Иногда он оставляет Мари-Лору в лаборатории доктора Жеффара, старенького специалиста по моллюскам, у которого борода всегда пахнет сырым деревом. Доктор Жеффар бросает свои дела, откупоривает бутылку красного вина и слабым голосом принимается рассказывать про места, где побывал в молодости: Сейшельские острова, Белиз, Занзибар. Он называет ее Лореттой; каждый день в три он ест жареную утку; его мозг хранит бесчисленное множество двойных латинских названий.

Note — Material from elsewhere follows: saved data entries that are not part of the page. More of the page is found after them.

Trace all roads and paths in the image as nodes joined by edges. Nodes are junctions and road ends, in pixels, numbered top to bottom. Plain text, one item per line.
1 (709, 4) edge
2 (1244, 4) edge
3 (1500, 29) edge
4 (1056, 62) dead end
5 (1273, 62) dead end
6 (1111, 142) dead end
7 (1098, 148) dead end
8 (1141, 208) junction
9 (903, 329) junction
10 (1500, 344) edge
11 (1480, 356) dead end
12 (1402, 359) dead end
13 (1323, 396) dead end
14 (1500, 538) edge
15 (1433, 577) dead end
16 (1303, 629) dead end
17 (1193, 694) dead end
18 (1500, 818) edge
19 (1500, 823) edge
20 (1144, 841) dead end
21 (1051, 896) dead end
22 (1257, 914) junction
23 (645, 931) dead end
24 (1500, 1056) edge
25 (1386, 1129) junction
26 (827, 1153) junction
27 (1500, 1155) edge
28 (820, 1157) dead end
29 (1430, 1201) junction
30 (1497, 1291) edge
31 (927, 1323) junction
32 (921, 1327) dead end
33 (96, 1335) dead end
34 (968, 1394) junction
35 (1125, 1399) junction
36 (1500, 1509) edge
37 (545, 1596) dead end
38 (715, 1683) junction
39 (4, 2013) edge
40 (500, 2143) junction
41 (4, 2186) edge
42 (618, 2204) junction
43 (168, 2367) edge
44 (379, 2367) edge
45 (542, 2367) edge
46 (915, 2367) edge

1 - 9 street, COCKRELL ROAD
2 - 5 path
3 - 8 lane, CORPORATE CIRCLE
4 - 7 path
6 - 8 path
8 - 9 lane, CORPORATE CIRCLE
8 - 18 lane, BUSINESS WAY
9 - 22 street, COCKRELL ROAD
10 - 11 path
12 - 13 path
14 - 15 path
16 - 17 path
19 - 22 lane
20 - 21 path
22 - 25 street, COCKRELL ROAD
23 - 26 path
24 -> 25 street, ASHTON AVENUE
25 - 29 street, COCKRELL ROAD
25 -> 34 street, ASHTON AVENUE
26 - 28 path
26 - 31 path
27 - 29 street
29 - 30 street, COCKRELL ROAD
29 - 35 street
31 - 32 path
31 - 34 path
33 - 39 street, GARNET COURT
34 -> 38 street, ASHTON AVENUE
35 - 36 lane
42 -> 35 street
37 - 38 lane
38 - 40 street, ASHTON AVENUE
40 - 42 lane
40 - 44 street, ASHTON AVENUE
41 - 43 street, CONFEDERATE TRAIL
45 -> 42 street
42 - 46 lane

У дальней стены в кабинете доктора Жеффара стоят шкафы. Ящичков в них больше, чем Мари-Лора может сосчитать. Доктор Жеффар позволяет ей выдвигать их все и брать в руки раковины: трубачи, оливиды, волюты империалис с Таиланда, лямбисы из Полинезии, – в музее более десяти тысяч образцов, больше половины известных на земле видов, и Мари-Лора подержала в руках почти все.
– А вот эта лиловая раковина, Лоретта, принадлежала янтине – слепой морской улитке, которая всю жизнь живет на поверхности моря. Когда личинка взрослеет, она вспенивает воду, чтобы получились пузырьки, и слизью склеивает из них плот. Дальше она плывет, куда гонят волны, и ловит мелких морских беспозвоночных. Но если плота не станет, она утонет…
Раковина каринарии одновременно легкая и тяжелая, твердая и мягкая, гладкая и шероховатая. Мурексами, которые доктор Жеффар держит у себя на столе, можно заниматься по полчаса, исследуя ребристые завитки, гребни и глубокое входное отверстие. Это целый лес шипов, ямок, бугорков – отдельное царство.
Мари-Лора все время что-нибудь трогает, гладит, изучает. У чучела синички невероятно мягкие перышки на грудке, а клюв – как иголка. Пыльца на тычинках тюльпана на самом деле не пыль, а маслянистые шарики. Ощупать что-нибудь по-настоящему – кору платана в саду, жука-оленя на булавке в отделе энтомологии, гладкую, словно лакированную, внутреннюю сторону морского гребешка в кабинете доктора Жеффара – значит полюбить.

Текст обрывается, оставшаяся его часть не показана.